* _Your assignment_
Pick every line from the data that holds the word "Diagonal".
***
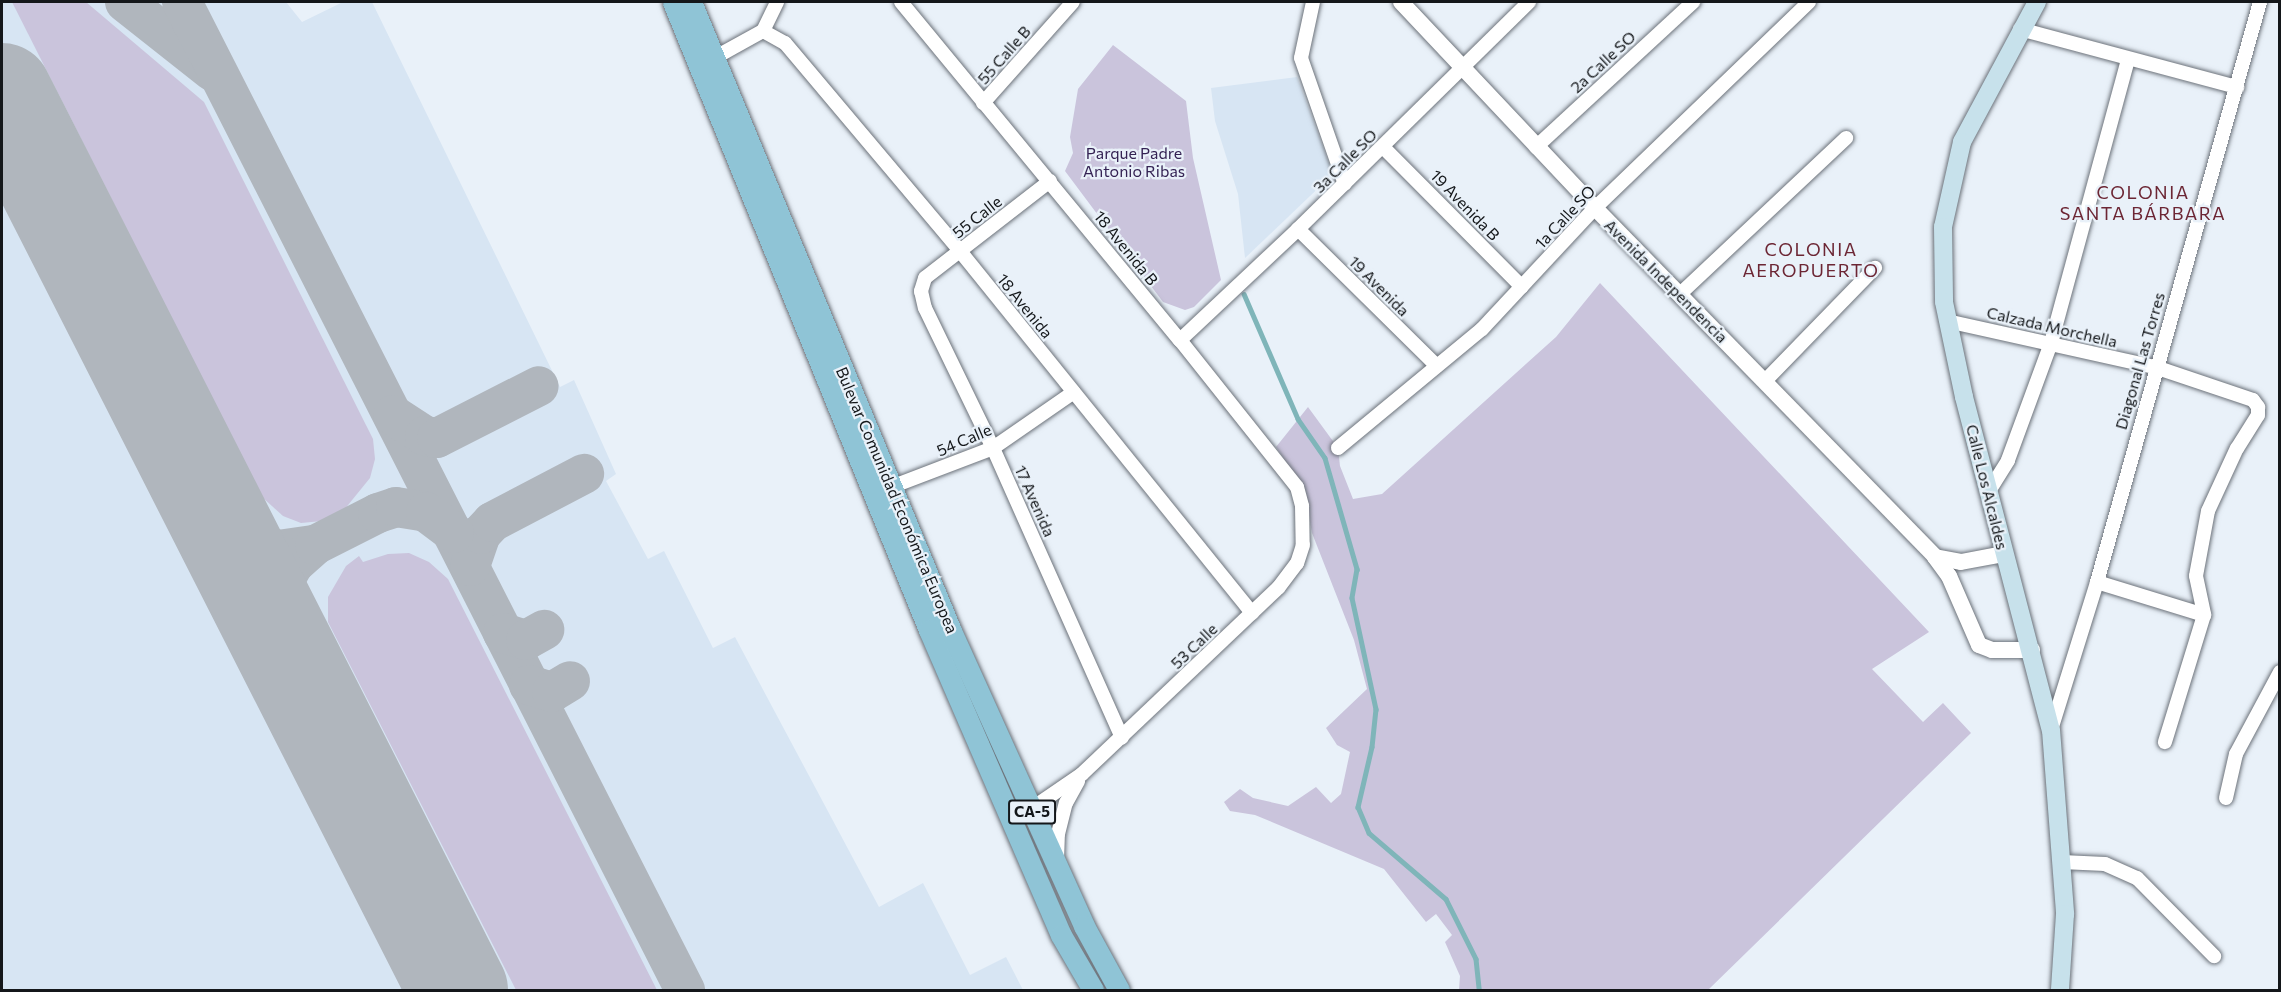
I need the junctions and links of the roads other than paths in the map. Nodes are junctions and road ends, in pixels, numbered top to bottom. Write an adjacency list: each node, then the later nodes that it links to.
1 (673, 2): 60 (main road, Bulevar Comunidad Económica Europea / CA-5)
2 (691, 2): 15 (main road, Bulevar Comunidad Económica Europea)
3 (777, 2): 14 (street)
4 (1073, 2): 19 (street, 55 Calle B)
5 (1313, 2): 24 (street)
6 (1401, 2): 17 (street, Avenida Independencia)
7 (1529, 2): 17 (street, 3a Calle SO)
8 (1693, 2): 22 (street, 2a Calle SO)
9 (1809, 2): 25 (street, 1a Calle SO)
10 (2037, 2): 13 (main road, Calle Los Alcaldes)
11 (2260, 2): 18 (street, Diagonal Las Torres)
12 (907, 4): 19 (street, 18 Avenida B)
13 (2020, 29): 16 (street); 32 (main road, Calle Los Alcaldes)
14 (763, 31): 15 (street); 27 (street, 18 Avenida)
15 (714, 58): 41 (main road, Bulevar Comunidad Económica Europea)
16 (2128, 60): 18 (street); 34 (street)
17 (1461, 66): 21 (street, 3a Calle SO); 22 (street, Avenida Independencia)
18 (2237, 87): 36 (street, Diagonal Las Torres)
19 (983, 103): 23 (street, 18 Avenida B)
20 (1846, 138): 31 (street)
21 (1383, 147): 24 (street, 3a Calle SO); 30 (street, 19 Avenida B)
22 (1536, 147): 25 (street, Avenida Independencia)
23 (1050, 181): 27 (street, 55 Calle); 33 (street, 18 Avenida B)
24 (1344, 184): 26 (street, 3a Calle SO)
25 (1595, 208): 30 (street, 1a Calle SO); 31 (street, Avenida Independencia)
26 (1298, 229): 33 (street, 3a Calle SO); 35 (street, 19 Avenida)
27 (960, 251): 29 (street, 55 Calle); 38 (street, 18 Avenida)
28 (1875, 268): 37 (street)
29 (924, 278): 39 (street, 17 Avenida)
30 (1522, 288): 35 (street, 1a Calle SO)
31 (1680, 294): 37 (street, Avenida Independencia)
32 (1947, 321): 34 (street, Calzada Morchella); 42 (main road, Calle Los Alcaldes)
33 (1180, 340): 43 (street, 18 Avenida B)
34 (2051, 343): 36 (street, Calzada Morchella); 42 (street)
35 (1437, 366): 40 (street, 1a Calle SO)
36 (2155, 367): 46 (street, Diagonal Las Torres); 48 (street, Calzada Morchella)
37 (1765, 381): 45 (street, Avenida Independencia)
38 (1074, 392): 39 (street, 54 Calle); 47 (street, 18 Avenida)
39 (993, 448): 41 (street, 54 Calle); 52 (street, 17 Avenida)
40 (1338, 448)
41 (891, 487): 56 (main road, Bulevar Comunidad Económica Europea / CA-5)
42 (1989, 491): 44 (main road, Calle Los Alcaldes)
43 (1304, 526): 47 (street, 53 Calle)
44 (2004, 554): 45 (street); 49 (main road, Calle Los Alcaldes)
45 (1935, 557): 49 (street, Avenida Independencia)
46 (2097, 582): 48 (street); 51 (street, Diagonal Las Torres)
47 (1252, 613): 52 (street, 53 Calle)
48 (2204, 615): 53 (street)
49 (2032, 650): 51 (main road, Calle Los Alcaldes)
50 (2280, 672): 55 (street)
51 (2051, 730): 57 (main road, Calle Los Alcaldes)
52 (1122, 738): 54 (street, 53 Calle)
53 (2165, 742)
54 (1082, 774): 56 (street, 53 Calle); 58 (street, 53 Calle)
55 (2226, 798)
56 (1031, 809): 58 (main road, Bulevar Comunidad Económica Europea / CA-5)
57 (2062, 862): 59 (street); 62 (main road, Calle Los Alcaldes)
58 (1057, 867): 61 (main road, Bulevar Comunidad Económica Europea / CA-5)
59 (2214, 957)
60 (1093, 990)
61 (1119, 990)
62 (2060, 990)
***
* _Expected answer_
11 (2260, 2): 18 (street, Diagonal Las Torres)
18 (2237, 87): 36 (street, Diagonal Las Torres)
36 (2155, 367): 46 (street, Diagonal Las Torres); 48 (street, Calzada Morchella)
46 (2097, 582): 48 (street); 51 (street, Diagonal Las Torres)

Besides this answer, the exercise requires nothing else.